Description

In the spring we go into our gardens filled with hope. We lay out our plots of ground and decide just what we wish nature to produce for us during the summer. And we wait with enthusiastic interest upon a miraculous and wonder-working law for the first evidence that our seed of hope has been accepted and that we may confidently look forward to a harvest.

And now, just before we begin planting our gardens, let’s consider one of the parables of Jesus, the parable of the sower, in which he tells us that a certain man went forth to sow seeds. Some of the seed fell on barren soil and some on good, while some fell on rocks and some were carried away by the wind. He tells us that the seed that fell into good soil increased a hundredfold.

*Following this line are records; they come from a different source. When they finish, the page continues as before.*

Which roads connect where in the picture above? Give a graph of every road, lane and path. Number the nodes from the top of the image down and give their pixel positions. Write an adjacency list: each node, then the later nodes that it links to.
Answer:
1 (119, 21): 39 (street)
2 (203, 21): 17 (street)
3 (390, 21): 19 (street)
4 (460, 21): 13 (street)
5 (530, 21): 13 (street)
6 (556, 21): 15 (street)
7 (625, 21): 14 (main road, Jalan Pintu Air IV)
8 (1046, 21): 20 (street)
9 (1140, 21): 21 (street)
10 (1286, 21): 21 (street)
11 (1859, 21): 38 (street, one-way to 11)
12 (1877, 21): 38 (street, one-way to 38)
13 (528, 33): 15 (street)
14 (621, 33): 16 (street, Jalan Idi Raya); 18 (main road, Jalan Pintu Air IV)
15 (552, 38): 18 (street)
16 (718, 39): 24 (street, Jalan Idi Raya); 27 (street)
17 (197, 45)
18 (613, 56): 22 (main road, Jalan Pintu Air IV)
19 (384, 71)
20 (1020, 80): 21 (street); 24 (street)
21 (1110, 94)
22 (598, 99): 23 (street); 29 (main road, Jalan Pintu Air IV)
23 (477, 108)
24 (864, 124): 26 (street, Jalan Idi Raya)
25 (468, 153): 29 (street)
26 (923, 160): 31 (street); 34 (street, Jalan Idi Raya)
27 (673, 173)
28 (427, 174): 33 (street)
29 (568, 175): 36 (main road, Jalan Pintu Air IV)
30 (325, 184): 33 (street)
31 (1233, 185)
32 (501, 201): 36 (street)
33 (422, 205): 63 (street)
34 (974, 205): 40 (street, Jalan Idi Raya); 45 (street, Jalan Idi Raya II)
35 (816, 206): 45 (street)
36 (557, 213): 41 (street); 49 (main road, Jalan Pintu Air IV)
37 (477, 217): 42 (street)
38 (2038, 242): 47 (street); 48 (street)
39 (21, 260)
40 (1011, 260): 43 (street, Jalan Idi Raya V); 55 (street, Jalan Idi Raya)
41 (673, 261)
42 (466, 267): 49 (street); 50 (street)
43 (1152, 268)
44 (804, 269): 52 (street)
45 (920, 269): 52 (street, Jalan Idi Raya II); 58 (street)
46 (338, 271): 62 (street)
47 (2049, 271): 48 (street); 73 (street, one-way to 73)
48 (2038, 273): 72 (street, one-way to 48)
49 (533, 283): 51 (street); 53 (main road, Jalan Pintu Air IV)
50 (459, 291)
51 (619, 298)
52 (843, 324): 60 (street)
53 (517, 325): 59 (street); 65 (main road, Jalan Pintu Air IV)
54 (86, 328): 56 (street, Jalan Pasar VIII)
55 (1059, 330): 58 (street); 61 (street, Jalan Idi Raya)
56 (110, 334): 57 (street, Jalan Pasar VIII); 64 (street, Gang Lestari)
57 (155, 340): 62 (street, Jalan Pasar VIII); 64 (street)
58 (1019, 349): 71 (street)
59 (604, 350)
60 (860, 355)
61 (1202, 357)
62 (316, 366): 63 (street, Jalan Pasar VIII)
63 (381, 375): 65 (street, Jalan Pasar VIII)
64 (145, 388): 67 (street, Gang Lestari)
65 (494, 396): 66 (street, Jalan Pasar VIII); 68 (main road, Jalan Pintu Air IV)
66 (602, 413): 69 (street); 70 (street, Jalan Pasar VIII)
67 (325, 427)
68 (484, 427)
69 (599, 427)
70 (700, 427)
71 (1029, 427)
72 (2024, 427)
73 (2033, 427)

Jesus, wisest of the wise, brought us these simple nature lessons to show that just as there is a law of creation working in the most common garden plot, so there is another and a similar law of This Thing Called Life working in the garden of our minds. For when his disciples asked him to interpret the meaning of this parable, he said that the seed is the word, by which he meant our thoughts and feelings, our mental attitudes toward life. And Jesus told us that these words, these seed-thoughts, which we sow in the garden of the mind, should be thoughts of faith, of love, of hope, and over and over again he tells us that they must be thoughts of acceptance.

We are so accustomed to planting something in the earth and having it grow that we accept this miracle of nature as an ordinary event. We layout our rows and plant our seeds with a happy and an enthusiastic expectancy. We are as childlike about this as is a little tot who asks his mother for supper.

A good gardener takes joy in what he is doing and is happy over the prospect. And yet, how completely the best gardener must rely on the laws of nature, for he knows that no seed can take root until it is planted, and that there can be no harvest until the seed is first hid away in the creative law of nature.

Now this is just as much an act faith as though you were praying for something. But the faith you have in planting your garden is complete, it is relaxed. You do not question as to whether or not life will give you a harvest. Experience has taught you that it will. And don’t you think this same truth holds good in the law of mind and Spirit?

Jesus said that we should watch and pray when we prepare the soil of the mind in order that the warmth of God’s sunshine and the refreshment of His gentle rain may penetrate the soil of our mind and turn it into a rich brown loam of love. In mental gardening thought is the seed which through the law of love can heal, enrich, and expand your experience. “As a man thinketh in his heart, so is he.” And as he continually thinks, deep in his inward conviction, so will he become.